## ABOUT THIS TASK
A faithful copy of the entries, without any pictures, is what is needed here.

══ EXTRACTED DATA

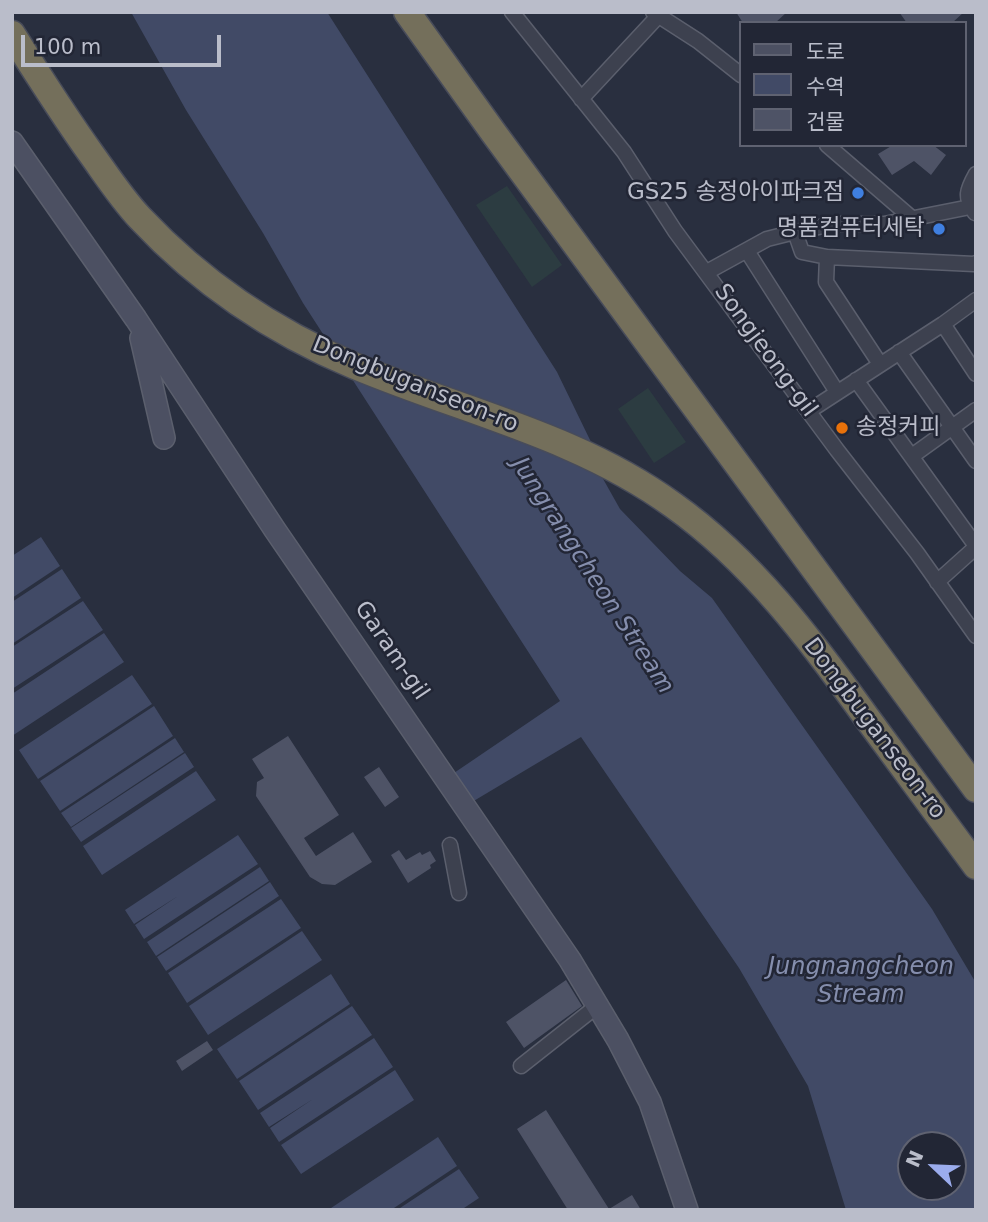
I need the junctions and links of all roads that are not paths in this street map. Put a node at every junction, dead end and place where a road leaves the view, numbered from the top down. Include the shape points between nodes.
1 (407, 12) edge
2 (414, 12) edge
3 (512, 12) edge
4 (658, 14) edge
5 (12, 34) edge
6 (424, 37) junction
7 (12, 61) edge
8 (740, 74) edge
9 (581, 99) junction
10 (12, 142) edge
11 (82, 142) junction
12 (829, 147) edge
13 (976, 174) edge
14 (973, 211) edge
15 (914, 220) junction
16 (795, 232) junction
17 (747, 251) junction
18 (827, 257) junction
19 (976, 263) edge
20 (707, 272) junction
21 (976, 300) edge
22 (136, 319) junction
23 (943, 324) junction
24 (899, 352) junction
25 (880, 365) junction
26 (976, 374) edge
27 (856, 380) junction
28 (837, 392) junction
29 (976, 410) edge
30 (809, 411) junction
31 (952, 427) junction
32 (164, 438) dead end
33 (912, 456) junction
34 (976, 461) edge
35 (976, 546) edge
36 (937, 582) junction
37 (976, 636) edge
38 (976, 789) edge
39 (450, 845) dead end
40 (976, 866) edge
41 (459, 893) dead end
42 (597, 1006) junction
43 (521, 1066) dead end
44 (687, 1210) edge

1 - 6 highway, Dongbuganseon-ro
2 - 6 highway
3 - 9 street, Songjeong-gil
4 - 8 street
4 - 9 street
5 - 11 highway, Dongbuganseon-ro
6 - 38 highway, Dongbuganseon-ro
7 - 11 highway
9 - 20 street, Songjeong-gil via 624,152
10 - 22 street, Garam-gil
11 - 40 highway, Dongbuganseon-ro via 138,216 207,279 248,309 354,366 592,456 690,517 753,575 791,618
12 - 15 street
13 - 14 street via 966,199
14 - 15 street
15 - 16 street via 884,225 833,224
16 - 17 street
16 - 18 street via 802,252
17 - 20 street
17 - 28 street
18 - 19 street
18 - 25 street via 826,282
20 - 30 street, Songjeong-gil
21 - 23 street
22 - 32 street
22 - 42 street, Garam-gil
23 - 24 street
23 - 26 street
24 - 25 street
24 - 31 street
25 - 27 street
27 - 28 street
27 - 33 street
28 - 30 street
29 - 31 street
30 - 36 street, Songjeong-gil
31 - 33 street
31 - 34 street
33 - 35 street
35 - 36 street
36 - 37 street, Songjeong-gil
39 - 41 street
42 - 43 street
42 - 44 street, Garam-gil via 649,1102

════

## TASK OUTPUT
I need the junctions and links of all roads that are not paths in this street map. Put a node at every junction, dead end and place where a road leaves the view, numbered from the top down. Include the shape points between nodes.
1 (407, 12) edge
2 (414, 12) edge
3 (512, 12) edge
4 (658, 14) edge
5 (12, 34) edge
6 (424, 37) junction
7 (12, 61) edge
8 (740, 74) edge
9 (581, 99) junction
10 (12, 142) edge
11 (82, 142) junction
12 (829, 147) edge
13 (976, 174) edge
14 (973, 211) edge
15 (914, 220) junction
16 (795, 232) junction
17 (747, 251) junction
18 (827, 257) junction
19 (976, 263) edge
20 (707, 272) junction
21 (976, 300) edge
22 (136, 319) junction
23 (943, 324) junction
24 (899, 352) junction
25 (880, 365) junction
26 (976, 374) edge
27 (856, 380) junction
28 (837, 392) junction
29 (976, 410) edge
30 (809, 411) junction
31 (952, 427) junction
32 (164, 438) dead end
33 (912, 456) junction
34 (976, 461) edge
35 (976, 546) edge
36 (937, 582) junction
37 (976, 636) edge
38 (976, 789) edge
39 (450, 845) dead end
40 (976, 866) edge
41 (459, 893) dead end
42 (597, 1006) junction
43 (521, 1066) dead end
44 (687, 1210) edge

1 - 6 highway, Dongbuganseon-ro
2 - 6 highway
3 - 9 street, Songjeong-gil
4 - 8 street
4 - 9 street
5 - 11 highway, Dongbuganseon-ro
6 - 38 highway, Dongbuganseon-ro
7 - 11 highway
9 - 20 street, Songjeong-gil via 624,152
10 - 22 street, Garam-gil
11 - 40 highway, Dongbuganseon-ro via 138,216 207,279 248,309 354,366 592,456 690,517 753,575 791,618
12 - 15 street
13 - 14 street via 966,199
14 - 15 street
15 - 16 street via 884,225 833,224
16 - 17 street
16 - 18 street via 802,252
17 - 20 street
17 - 28 street
18 - 19 street
18 - 25 street via 826,282
20 - 30 street, Songjeong-gil
21 - 23 street
22 - 32 street
22 - 42 street, Garam-gil
23 - 24 street
23 - 26 street
24 - 25 street
24 - 31 street
25 - 27 street
27 - 28 street
27 - 33 street
28 - 30 street
29 - 31 street
30 - 36 street, Songjeong-gil
31 - 33 street
31 - 34 street
33 - 35 street
35 - 36 street
36 - 37 street, Songjeong-gil
39 - 41 street
42 - 43 street
42 - 44 street, Garam-gil via 649,1102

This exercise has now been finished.